━━━ SOURCE MATERIAL ━━━

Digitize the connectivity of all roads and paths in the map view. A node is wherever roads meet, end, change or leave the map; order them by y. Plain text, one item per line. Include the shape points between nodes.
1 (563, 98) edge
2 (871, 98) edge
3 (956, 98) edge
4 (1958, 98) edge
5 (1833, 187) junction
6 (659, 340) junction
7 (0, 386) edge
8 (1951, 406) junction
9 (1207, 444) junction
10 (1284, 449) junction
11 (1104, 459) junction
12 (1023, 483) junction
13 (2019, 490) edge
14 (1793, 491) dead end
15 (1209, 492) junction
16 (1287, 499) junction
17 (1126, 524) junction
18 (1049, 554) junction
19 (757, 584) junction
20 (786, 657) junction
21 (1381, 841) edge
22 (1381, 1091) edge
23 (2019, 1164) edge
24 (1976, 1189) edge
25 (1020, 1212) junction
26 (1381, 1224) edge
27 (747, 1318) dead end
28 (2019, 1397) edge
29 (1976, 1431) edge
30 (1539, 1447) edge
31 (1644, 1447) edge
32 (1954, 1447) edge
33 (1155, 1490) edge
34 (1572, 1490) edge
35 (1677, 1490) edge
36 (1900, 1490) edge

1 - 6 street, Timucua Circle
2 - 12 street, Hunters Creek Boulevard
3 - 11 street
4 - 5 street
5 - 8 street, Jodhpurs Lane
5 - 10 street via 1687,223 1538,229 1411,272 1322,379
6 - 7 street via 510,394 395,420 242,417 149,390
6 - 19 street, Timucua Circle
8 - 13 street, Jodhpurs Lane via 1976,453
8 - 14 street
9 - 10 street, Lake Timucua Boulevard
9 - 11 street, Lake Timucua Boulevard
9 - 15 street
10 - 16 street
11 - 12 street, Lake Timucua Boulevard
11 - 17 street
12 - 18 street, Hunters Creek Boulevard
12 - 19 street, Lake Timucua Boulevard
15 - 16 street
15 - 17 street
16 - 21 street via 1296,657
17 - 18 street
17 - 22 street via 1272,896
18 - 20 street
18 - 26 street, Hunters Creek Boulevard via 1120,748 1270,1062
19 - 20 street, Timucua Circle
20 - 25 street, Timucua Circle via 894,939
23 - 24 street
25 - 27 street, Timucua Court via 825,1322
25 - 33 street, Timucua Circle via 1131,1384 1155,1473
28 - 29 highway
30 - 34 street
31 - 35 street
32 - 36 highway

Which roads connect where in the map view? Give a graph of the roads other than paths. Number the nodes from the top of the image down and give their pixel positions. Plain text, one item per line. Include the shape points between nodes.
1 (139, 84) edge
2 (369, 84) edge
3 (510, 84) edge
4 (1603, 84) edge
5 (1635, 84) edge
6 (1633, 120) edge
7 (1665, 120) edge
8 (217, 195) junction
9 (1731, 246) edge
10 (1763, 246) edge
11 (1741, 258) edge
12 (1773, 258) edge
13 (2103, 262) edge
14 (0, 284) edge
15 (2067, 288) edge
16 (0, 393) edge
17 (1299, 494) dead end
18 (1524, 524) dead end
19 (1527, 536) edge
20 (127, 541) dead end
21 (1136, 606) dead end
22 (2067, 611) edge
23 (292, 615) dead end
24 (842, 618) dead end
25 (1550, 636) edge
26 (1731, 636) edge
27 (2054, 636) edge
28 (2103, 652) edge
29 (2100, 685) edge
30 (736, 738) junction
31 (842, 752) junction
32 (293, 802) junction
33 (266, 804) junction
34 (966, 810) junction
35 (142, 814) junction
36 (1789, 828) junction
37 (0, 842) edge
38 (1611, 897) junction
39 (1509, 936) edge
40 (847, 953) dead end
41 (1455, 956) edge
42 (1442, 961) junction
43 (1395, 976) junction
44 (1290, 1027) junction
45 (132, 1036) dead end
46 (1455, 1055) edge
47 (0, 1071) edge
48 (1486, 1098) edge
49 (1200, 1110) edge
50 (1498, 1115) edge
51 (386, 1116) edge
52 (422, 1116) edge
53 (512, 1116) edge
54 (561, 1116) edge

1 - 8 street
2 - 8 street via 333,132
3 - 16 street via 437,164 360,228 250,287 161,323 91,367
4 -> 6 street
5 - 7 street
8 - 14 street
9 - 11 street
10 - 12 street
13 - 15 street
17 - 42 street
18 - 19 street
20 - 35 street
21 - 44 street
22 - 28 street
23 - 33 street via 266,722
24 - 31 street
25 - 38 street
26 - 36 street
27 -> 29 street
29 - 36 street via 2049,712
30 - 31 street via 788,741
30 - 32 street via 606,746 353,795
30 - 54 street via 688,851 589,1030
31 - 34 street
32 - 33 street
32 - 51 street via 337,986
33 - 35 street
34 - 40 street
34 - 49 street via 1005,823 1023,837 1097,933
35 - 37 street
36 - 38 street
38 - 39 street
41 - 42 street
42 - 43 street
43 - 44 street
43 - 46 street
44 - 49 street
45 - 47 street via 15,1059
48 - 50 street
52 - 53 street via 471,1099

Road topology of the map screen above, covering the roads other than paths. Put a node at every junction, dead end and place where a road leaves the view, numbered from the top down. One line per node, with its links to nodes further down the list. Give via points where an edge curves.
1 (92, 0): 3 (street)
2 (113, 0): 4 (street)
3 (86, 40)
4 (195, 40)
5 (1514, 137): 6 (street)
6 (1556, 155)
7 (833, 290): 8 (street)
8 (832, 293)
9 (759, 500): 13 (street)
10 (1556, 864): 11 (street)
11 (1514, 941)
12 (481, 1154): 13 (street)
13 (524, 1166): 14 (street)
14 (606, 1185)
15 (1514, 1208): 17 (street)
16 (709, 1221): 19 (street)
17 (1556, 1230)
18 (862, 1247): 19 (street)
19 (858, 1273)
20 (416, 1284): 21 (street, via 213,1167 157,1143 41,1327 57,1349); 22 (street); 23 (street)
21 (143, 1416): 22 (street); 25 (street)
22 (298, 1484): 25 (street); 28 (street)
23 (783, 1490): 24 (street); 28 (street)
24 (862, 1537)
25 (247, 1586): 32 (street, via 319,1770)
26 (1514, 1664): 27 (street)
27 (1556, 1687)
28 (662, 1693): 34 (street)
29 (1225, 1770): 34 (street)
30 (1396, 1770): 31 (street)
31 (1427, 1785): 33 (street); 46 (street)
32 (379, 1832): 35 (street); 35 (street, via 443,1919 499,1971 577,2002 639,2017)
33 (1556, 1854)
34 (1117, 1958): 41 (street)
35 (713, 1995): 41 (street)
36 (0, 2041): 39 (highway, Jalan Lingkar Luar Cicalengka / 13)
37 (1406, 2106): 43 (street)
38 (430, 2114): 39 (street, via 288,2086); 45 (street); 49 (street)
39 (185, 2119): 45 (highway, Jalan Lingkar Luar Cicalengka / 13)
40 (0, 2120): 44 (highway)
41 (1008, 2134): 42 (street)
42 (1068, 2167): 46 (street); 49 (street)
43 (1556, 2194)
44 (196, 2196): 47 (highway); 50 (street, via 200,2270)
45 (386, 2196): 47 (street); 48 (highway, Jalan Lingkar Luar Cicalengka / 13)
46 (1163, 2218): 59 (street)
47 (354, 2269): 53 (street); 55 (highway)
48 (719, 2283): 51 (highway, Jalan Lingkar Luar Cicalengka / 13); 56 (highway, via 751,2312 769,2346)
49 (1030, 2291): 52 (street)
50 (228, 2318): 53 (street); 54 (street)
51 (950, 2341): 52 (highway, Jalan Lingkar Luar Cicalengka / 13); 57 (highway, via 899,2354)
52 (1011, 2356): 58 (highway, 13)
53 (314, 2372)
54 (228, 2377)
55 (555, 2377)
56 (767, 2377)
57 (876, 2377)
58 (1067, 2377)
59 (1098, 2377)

━━━

--- AIM OF THE TASK ---
Only the count is wanted. Count the lines of the data above that include the string "item".

--- ANSWER BOX ---
2